Definition
In aviation, hazards are conditions, events, objects, or circumstances that could contribute to an unplanned or undesired event such as an accident, incident, injury, or damage to aircraft or property. A hazard is the source of potential harm — it is not the harm itself, and it is not the same as the risk that arises from it.
Plain English
A hazard is anything that could lead to something going wrong in flight or on the ground. It's the underlying source of trouble — like a worn tire, a thunderstorm nearby, or a distracted pilot — not the trouble itself.
Context Anchor
Used in aviation training, flight planning, preflight briefings, and safety discussions when identifying what could make a flight or lesson unsafe.
Derivation
From the Old French 'hasard,' originally a game of dice, later coming to mean a chance of loss or danger. The aviation use keeps the sense of 'a source of possible harm' rather than the harm itself.
Why Pilots Care
Identifying hazards is the first step in managing risk.
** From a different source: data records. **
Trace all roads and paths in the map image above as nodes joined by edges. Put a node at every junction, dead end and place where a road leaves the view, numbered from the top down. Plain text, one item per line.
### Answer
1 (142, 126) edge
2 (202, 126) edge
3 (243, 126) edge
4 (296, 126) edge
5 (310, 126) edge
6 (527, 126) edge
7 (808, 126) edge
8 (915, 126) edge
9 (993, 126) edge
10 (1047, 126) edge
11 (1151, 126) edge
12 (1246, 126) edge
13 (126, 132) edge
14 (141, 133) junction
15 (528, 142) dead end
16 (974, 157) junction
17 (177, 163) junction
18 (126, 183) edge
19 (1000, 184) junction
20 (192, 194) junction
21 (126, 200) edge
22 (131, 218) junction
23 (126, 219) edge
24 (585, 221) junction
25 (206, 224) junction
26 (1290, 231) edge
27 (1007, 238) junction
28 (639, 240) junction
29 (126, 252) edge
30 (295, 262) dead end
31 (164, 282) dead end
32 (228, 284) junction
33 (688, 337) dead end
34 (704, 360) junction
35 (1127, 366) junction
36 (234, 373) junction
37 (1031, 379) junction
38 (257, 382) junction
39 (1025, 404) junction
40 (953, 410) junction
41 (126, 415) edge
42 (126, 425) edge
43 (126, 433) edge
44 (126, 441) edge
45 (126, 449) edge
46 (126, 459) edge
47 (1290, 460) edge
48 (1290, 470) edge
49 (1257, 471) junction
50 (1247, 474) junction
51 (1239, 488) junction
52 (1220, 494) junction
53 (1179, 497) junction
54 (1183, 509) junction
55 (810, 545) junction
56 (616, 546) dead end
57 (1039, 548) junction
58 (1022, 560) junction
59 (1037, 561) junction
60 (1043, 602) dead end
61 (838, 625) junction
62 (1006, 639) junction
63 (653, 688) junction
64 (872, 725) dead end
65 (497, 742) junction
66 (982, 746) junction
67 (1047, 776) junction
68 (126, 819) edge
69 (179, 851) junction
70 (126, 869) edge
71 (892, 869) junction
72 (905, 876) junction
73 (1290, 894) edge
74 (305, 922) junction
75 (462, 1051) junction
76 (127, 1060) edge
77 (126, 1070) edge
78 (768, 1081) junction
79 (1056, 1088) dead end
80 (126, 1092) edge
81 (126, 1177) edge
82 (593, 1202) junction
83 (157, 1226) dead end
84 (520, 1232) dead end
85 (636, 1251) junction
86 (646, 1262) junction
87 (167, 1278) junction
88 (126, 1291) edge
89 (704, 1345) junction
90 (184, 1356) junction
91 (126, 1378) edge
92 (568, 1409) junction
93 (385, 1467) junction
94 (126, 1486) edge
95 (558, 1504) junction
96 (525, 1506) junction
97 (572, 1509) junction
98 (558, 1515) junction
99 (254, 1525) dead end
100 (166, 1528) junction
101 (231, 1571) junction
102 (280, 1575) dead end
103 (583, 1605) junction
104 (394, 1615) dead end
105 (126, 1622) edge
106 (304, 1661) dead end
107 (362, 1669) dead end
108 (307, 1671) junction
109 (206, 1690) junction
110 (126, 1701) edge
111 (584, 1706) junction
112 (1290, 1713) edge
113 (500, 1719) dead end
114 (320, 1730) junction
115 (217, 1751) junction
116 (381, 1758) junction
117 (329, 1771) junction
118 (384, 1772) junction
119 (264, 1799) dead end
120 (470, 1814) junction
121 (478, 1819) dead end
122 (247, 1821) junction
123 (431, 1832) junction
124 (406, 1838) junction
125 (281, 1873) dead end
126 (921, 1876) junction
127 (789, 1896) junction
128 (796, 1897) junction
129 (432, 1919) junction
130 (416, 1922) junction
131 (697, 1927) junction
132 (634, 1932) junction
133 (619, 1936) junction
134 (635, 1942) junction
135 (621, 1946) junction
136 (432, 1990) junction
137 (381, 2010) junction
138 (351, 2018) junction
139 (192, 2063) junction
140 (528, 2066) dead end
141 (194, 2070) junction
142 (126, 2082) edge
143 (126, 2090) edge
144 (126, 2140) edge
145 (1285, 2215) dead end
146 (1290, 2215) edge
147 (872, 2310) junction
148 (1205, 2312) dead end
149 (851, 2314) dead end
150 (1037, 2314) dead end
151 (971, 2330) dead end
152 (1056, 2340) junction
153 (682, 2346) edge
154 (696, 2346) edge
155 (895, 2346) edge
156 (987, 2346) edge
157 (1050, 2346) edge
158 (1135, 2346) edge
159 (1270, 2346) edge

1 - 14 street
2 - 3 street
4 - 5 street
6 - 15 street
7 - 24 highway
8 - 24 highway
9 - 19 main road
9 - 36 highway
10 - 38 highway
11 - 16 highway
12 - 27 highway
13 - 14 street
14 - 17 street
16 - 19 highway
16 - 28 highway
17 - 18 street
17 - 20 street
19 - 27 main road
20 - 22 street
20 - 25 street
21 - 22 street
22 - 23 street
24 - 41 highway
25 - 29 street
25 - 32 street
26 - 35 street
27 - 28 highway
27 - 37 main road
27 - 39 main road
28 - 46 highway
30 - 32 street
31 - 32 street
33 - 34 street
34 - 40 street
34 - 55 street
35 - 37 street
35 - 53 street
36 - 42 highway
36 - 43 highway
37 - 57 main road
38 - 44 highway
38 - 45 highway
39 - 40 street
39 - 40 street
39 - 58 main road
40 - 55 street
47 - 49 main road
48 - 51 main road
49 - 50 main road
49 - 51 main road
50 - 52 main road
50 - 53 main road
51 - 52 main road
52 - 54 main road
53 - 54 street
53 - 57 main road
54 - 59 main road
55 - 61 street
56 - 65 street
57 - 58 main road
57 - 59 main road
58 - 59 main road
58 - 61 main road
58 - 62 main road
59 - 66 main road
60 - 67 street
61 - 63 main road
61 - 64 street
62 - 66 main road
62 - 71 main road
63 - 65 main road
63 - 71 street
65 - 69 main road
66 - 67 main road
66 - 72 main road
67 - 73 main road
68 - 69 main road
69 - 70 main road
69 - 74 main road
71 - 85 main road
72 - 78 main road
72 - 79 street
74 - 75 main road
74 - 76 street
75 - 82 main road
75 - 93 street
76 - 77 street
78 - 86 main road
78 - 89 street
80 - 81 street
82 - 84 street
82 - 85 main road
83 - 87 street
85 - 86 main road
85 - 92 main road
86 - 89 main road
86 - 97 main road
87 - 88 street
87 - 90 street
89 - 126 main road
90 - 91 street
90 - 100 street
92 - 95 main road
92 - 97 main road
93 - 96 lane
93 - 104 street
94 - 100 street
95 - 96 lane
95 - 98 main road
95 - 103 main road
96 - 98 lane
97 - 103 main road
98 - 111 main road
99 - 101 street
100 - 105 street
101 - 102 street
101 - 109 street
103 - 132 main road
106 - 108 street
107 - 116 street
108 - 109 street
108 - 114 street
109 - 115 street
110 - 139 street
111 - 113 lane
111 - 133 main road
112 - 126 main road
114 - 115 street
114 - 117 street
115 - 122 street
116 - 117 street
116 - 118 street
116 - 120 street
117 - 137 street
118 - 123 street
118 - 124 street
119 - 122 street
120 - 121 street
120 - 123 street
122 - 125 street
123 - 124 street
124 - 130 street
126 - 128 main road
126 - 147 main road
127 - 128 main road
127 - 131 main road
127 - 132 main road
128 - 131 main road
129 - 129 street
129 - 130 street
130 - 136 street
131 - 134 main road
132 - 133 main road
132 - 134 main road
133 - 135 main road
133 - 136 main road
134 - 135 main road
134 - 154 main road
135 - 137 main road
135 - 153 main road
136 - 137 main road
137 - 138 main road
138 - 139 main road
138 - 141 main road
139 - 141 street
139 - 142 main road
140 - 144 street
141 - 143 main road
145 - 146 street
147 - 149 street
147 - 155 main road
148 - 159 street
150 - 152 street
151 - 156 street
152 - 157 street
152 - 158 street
A pilot who can spot hazards before flight — in the weather, the aircraft, the route, or themselves — has a real chance to reduce or eliminate the risk they create. Missed hazards become surprise risks in the air.
Intuition Check
Do not read hazards as only obvious dangers. In aviation, a hazard can also be a small condition that becomes serious when combined with other problems.
Example Sentence 1
Before each flight, the instructor walks the student through identifying hazards such as weather, terrain, aircraft condition, and pilot fatigue.
Example Sentence 2
Instructors emphasize spotting hazards like power lines or birds during low-level flight training.